È un passaggio delicato: non si tratta della dichiarazione che già oggi i Tribunali per i Minorenni emettono a chiusura di un singolo procedimento nel quale può essere o meno riconosciuta la capacità genitoriale del singolo e l’interesse del minore ad essere adottato.

Qui si tratta di una sanzione (amministrativa?) che segue l’accertamento penale del fatto di maternità surrogata e la condanna dello stesso, previsto in via generale ed astratta, quindi destinata a riguardare tutti i minori che dovessero nascere da quel percorso.

Ciò che preoccupa di più è l’attrazione alla sfera pubblica del delitto in parola con l’ovvia conseguenza sul piano sistematico, di riportare la vicenda della nascita e del concepimento dall’area dei diritti individuali a quella degli interessi statuali che prevarrebbero al punto di indicare come si possa procreare. E se questo è lo scenario, è lecito chiedersi come potrà un delitto di questo tipo convivere nello stesso ordinamento che riconosce alla donna la piena libertà di autodeterminazione in ordine alla interruzione della gravidanza.

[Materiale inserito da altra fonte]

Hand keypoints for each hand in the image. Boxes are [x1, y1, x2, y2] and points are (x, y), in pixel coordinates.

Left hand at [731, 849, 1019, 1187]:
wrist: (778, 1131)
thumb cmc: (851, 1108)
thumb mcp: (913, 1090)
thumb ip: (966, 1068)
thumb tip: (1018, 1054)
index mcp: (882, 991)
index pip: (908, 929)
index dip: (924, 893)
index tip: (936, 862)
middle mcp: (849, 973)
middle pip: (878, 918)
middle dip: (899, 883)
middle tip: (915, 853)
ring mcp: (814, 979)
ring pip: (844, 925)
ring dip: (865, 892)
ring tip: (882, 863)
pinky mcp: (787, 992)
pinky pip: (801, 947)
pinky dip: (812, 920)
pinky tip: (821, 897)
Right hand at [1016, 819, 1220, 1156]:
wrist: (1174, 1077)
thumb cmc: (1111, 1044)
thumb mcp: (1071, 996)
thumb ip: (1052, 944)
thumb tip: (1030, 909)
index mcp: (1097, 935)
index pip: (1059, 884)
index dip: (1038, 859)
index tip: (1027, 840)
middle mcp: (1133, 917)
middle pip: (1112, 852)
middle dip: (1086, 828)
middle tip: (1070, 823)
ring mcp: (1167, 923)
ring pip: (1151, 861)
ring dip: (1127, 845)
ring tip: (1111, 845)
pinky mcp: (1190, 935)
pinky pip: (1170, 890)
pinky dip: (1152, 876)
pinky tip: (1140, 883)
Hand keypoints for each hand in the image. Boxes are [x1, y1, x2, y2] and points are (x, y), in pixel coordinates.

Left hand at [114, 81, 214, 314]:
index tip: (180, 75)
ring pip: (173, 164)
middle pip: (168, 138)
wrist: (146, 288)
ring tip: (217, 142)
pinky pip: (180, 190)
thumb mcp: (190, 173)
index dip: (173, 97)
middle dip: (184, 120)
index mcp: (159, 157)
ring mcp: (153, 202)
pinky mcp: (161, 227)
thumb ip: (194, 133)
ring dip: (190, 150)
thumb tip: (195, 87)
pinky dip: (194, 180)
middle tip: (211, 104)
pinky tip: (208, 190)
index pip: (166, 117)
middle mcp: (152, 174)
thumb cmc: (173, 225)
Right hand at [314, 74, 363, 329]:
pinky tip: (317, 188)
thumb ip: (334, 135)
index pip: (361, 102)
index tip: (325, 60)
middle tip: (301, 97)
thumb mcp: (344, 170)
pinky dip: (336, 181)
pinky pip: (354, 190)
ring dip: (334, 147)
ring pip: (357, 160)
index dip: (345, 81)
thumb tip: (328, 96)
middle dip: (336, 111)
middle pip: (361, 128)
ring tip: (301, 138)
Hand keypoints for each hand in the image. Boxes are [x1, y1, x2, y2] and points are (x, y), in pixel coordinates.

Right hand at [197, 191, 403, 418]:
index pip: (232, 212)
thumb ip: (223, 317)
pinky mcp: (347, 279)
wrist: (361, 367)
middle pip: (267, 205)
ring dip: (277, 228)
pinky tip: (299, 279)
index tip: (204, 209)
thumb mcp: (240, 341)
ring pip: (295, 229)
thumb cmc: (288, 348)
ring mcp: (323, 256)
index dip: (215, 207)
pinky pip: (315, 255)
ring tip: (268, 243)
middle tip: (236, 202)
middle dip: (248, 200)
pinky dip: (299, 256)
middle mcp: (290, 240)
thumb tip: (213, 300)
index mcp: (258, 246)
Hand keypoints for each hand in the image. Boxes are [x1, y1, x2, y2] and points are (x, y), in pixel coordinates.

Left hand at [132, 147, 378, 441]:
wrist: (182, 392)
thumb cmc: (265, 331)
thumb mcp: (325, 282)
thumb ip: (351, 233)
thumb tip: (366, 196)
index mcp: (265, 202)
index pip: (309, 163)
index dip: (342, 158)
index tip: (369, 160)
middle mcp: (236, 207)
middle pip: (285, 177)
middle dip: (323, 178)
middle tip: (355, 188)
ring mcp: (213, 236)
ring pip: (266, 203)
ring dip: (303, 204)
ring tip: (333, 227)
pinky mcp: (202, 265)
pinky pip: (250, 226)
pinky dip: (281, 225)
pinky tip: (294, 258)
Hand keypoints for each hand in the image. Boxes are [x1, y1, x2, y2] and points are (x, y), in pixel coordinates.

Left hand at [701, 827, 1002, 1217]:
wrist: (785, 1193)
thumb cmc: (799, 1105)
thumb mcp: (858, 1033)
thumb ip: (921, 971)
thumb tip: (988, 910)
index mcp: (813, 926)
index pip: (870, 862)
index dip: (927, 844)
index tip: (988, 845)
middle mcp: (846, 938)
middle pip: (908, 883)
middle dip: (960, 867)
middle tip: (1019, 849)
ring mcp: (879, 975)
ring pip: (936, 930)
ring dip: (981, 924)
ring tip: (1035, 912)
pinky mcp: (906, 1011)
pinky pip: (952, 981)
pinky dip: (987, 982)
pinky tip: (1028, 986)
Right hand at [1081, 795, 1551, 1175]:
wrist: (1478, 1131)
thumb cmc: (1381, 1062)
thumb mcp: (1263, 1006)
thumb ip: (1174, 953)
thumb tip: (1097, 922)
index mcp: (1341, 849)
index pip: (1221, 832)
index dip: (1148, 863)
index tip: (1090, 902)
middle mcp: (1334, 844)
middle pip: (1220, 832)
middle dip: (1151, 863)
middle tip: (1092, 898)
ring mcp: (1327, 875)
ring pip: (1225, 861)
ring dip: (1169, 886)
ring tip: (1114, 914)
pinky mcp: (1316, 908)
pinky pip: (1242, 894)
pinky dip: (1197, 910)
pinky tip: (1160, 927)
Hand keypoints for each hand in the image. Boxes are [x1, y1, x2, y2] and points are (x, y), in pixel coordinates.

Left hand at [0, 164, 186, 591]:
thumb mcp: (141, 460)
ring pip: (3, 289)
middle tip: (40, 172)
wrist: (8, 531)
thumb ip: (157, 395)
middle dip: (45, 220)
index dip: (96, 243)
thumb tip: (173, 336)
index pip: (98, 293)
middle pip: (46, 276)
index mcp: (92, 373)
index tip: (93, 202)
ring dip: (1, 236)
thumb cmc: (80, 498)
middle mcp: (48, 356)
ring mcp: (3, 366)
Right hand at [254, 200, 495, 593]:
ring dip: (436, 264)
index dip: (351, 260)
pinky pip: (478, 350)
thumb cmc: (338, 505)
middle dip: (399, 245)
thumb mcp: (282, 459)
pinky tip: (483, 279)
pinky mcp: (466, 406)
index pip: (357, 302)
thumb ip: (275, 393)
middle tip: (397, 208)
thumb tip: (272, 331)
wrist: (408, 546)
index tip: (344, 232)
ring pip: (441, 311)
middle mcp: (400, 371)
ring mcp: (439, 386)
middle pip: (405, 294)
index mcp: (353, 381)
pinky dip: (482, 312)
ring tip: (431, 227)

Si tratterebbe all’evidenza di principi antitetici e che non potrebbero coesistere ma, l’introduzione oggi di una ipotesi di questo tipo, rischia di avere pesanti conseguenze anche in ordine al mantenimento del diritto di aborto. Non a caso questa proposta arriva dalla parte politica che ha sostenuto la legge 40 sulla fecondazione assistita. Una legge che con grande fatica è stata superata per la maggior parte dopo lunghe e faticose battaglie giudiziarie.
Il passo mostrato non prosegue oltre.